Photonic ATM switch using vertical-to-surface transmission electro-photonic devices (VSTEPs)

Abstract

This paper proposes a new architecture of photonic ATM switch for the purpose of eventually moving beyond the terabits-per-second (Tbps) level throughout ATM operation. The proposed architecture is based on vertical-to-surface transmission electro-photonic devices (VSTEPs) which can be used both as an optical buffer memory and as an optical self-routing circuit. Since VSTEP is an integrated two-dimensional array, the VSTEP-based optical buffer memory using massively parallel optical interconnections based on the free-space optical beam propagation is an effective solution to achieve ultrahigh throughput in the buffer. The optical cell signal speed in the proposed optical buffer memory can reach about 10 Gbps. By using the VSTEP function as the optical header-driven gates in a two-dimensional array, the high-speed and large-capacity optical self-routing circuit can be fabricated without being limited by the electric control circuit operation.
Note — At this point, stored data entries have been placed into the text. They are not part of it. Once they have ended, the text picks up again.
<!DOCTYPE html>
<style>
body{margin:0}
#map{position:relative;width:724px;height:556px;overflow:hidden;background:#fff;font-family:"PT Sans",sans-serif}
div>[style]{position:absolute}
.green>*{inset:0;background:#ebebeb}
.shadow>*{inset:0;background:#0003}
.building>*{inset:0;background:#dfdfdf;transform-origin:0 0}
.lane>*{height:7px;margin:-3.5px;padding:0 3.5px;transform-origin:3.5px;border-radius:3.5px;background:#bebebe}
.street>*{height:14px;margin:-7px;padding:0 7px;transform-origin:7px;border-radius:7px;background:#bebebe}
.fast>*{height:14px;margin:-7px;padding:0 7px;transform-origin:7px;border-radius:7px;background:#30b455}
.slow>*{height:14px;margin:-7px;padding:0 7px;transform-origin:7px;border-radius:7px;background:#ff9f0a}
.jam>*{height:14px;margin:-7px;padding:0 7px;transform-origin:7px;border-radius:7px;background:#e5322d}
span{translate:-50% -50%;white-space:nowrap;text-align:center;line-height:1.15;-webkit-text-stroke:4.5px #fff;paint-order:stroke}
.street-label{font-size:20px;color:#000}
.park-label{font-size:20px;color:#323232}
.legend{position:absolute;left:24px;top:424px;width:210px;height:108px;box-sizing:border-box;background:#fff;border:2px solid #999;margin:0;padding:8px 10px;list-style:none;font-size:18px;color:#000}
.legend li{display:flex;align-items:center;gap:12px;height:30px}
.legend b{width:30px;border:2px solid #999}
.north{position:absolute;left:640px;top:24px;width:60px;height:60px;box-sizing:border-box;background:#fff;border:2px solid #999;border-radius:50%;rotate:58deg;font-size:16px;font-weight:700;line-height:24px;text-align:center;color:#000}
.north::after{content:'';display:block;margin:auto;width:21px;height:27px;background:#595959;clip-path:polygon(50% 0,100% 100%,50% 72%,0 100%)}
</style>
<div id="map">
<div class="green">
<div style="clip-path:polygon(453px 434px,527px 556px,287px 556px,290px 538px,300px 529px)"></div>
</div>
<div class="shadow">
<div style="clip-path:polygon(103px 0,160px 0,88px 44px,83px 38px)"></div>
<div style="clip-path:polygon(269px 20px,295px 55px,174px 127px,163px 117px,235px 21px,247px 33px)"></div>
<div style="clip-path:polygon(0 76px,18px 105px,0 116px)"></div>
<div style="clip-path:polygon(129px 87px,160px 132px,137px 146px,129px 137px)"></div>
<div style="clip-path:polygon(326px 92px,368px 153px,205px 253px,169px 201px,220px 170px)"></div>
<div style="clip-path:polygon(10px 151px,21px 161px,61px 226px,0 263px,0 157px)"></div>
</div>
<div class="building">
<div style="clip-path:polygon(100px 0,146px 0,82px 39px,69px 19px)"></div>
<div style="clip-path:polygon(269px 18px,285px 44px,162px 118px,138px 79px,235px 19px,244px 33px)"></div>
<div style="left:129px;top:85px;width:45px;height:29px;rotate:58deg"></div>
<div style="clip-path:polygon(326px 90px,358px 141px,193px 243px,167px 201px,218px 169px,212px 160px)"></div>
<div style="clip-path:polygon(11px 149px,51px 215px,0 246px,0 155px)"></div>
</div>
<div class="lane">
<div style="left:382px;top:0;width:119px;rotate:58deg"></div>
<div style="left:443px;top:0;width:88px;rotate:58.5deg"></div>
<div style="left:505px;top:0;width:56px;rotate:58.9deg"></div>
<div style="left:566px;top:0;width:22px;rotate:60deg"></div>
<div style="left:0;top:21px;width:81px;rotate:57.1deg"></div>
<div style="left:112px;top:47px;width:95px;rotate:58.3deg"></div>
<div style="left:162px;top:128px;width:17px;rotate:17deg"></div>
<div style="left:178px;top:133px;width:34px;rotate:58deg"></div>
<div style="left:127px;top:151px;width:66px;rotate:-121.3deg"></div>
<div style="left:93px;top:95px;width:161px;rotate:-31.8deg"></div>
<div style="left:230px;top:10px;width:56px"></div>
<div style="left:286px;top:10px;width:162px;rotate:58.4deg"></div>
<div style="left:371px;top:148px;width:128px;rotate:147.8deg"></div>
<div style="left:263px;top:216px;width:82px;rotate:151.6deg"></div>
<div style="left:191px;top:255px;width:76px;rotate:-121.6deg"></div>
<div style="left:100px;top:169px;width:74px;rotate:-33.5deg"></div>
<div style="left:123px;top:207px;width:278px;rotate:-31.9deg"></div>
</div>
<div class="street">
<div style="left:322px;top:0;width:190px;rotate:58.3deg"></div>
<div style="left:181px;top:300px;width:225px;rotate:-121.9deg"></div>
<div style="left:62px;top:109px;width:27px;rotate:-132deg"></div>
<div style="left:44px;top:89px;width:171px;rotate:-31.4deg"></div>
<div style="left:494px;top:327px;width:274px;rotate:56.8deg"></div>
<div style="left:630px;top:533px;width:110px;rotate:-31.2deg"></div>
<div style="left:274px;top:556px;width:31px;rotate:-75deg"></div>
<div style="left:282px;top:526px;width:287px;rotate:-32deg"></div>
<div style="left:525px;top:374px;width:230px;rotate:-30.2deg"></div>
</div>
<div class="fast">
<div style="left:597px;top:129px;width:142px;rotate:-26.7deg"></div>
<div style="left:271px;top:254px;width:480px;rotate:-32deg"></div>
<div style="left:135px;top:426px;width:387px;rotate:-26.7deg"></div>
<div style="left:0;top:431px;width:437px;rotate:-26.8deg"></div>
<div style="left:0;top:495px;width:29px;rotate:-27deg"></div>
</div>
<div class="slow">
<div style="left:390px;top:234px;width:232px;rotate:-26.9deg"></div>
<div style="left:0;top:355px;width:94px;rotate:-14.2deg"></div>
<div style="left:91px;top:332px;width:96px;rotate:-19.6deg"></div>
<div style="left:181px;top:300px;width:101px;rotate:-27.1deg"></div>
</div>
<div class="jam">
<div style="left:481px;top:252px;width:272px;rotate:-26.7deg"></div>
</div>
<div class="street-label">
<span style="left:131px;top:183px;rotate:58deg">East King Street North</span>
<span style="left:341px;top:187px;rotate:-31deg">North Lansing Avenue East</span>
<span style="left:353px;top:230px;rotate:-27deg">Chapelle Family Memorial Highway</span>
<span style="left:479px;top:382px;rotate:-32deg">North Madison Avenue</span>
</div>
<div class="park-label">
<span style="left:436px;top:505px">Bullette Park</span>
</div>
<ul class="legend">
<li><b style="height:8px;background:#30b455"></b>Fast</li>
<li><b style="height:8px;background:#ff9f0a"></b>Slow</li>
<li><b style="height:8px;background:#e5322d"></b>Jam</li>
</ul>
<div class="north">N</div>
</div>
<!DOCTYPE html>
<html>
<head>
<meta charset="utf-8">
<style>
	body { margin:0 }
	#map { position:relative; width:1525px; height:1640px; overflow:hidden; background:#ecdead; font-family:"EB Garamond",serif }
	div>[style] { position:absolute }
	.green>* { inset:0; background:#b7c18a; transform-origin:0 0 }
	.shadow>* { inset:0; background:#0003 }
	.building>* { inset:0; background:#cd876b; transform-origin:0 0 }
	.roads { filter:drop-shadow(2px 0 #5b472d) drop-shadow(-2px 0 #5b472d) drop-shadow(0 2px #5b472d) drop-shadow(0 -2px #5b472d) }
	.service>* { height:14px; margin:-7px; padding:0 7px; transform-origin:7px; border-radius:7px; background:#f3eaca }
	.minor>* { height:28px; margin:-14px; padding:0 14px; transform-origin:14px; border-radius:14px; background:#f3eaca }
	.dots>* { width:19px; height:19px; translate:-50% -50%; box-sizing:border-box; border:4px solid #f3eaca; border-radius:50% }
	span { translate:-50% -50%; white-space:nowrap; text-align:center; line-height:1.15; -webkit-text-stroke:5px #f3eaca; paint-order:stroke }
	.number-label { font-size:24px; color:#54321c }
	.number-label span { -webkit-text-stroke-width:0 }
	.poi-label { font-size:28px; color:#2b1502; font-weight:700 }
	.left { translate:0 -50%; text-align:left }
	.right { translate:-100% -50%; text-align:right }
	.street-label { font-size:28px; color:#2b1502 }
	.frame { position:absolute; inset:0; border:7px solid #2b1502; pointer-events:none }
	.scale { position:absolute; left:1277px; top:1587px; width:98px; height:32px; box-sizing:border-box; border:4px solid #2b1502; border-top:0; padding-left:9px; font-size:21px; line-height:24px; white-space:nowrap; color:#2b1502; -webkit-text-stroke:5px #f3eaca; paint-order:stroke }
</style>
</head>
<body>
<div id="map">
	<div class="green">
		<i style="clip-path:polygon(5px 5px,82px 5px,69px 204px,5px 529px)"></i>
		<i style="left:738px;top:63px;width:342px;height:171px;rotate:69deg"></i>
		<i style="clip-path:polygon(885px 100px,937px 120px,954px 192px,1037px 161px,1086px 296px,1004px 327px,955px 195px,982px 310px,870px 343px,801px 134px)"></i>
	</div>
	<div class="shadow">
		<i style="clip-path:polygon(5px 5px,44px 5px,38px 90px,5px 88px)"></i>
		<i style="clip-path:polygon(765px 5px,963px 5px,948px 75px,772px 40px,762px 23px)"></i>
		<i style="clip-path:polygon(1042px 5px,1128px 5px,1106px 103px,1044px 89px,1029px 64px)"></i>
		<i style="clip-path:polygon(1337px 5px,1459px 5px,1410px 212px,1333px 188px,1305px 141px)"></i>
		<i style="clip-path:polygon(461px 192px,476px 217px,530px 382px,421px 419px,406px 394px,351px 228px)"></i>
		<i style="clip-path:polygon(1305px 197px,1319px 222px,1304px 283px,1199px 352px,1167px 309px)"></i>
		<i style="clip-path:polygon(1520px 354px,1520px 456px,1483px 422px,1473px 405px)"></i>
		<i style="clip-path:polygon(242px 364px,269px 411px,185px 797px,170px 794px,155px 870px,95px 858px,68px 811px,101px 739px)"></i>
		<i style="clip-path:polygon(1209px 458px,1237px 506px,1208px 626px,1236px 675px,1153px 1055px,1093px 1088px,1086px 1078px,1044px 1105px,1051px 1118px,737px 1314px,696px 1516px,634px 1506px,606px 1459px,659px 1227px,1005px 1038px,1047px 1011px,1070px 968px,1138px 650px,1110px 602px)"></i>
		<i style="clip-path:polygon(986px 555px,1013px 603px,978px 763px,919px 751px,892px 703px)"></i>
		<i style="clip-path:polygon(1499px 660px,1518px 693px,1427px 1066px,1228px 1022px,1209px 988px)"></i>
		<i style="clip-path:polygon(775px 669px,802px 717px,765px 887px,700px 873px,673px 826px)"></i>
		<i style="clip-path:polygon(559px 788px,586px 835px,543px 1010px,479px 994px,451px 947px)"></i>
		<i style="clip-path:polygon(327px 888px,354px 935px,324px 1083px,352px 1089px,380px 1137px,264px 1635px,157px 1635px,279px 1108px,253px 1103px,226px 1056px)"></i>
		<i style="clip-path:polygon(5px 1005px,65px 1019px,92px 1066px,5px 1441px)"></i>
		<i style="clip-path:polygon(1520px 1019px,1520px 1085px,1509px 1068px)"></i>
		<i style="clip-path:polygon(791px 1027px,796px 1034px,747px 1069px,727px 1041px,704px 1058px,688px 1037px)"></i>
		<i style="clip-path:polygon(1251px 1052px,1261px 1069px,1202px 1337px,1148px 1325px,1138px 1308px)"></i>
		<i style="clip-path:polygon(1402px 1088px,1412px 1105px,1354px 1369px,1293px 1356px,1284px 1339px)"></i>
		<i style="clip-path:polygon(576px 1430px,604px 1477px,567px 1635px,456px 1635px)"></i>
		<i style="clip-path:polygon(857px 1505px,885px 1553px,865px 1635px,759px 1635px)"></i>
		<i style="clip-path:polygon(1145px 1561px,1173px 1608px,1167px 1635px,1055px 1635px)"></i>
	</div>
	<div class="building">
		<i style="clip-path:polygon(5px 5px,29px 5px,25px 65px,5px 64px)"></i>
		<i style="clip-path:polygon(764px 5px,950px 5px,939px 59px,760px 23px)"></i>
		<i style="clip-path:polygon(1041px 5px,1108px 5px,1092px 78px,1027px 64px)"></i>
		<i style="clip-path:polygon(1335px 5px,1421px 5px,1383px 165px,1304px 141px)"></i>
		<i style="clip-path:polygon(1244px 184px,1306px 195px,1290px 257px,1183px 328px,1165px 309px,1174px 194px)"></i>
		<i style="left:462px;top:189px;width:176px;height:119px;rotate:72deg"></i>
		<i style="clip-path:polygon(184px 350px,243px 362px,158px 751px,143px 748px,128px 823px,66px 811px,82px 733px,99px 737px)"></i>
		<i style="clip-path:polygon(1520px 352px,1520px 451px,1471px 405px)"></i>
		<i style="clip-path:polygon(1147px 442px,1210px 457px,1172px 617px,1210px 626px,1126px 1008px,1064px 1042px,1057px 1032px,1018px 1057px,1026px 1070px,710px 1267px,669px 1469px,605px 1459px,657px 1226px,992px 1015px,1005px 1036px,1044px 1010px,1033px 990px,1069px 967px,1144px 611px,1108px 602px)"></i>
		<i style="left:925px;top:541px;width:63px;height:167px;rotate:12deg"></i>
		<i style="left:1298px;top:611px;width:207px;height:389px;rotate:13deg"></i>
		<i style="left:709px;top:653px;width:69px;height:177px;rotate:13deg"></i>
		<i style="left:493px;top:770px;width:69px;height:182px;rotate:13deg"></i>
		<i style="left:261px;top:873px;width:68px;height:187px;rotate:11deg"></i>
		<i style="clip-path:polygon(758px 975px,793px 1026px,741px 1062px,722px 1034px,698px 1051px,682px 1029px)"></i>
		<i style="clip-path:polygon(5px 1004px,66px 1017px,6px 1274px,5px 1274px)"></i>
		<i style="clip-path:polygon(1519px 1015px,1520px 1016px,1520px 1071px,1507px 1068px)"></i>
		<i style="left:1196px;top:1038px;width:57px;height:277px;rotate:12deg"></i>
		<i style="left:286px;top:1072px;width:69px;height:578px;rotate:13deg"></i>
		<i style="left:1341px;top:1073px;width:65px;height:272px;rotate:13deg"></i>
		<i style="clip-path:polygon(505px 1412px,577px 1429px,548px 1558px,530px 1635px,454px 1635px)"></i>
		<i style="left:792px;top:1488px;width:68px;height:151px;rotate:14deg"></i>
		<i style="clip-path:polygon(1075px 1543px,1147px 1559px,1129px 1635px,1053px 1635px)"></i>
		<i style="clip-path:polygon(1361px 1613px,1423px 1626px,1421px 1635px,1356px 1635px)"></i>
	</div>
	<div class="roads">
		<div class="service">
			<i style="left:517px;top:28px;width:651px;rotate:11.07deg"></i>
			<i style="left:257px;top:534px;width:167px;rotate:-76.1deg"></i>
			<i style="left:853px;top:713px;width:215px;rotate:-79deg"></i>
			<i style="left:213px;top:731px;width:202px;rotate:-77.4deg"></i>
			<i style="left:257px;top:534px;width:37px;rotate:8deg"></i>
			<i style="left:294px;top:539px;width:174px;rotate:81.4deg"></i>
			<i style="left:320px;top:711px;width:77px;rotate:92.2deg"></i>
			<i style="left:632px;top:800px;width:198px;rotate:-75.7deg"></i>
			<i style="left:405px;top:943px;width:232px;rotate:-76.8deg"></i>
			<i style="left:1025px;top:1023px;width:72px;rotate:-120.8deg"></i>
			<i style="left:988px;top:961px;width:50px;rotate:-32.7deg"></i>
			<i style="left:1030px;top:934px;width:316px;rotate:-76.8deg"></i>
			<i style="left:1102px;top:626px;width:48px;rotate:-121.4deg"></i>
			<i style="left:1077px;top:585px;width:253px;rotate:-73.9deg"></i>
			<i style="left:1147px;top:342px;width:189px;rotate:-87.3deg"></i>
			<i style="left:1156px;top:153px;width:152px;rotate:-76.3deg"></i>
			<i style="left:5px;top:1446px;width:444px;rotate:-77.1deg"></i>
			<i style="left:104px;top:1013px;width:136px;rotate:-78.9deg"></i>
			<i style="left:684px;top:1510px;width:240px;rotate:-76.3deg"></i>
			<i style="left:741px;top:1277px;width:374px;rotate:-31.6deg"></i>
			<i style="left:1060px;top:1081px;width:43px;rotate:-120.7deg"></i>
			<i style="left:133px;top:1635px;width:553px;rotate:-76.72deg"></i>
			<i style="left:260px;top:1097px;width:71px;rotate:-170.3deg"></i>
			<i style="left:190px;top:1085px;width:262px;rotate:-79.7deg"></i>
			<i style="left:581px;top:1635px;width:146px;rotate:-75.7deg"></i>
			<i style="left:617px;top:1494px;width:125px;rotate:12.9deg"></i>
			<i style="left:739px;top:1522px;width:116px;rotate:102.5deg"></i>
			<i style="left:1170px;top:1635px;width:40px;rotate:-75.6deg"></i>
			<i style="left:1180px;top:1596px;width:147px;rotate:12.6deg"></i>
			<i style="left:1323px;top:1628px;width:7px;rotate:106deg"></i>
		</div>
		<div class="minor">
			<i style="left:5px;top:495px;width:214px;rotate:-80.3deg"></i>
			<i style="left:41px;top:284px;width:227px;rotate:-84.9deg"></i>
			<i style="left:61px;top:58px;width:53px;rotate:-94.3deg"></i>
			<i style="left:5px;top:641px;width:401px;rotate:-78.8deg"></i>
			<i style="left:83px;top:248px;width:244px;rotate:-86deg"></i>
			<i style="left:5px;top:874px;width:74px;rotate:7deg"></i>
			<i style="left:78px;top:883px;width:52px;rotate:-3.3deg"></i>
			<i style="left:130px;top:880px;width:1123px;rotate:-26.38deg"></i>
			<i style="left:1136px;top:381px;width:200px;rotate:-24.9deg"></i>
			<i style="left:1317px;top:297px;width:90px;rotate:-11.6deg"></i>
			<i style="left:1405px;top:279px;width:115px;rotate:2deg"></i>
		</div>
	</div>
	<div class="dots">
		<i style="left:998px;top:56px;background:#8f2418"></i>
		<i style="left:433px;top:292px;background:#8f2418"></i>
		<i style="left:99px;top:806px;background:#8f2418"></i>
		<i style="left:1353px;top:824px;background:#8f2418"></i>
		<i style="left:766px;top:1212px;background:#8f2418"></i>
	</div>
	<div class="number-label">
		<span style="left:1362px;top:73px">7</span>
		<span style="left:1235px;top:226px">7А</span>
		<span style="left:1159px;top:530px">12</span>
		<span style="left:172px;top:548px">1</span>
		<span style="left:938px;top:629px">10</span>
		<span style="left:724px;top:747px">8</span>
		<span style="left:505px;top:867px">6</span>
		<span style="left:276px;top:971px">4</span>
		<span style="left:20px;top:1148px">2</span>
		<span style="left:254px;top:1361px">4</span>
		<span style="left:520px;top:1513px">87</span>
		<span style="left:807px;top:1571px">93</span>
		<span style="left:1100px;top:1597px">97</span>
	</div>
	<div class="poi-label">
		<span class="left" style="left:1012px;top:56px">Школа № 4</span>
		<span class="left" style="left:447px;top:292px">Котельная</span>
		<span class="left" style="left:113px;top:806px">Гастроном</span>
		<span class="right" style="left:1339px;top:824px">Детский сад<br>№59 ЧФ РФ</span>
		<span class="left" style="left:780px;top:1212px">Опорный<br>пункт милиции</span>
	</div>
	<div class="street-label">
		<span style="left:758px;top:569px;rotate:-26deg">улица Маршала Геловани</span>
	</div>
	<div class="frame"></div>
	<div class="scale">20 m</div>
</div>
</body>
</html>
In the proposed optical self-routing circuit, priority control to prevent collision among cell signals at the output port in the case of cell signal contention can easily be achieved. The numbers of possible input and output ports in the self-routing circuit are estimated to be around 100. An optical header is inserted at the front of the ATM cell signal for processing at the self-routing circuit. To reduce the overhead of the optical header, a wavelength-division technique also is proposed for the self-routing circuit. Finally, experiments on operations of both the buffer memory and the self-routing circuit with priority control for 1.6-Gbps optical cells are carried out successfully.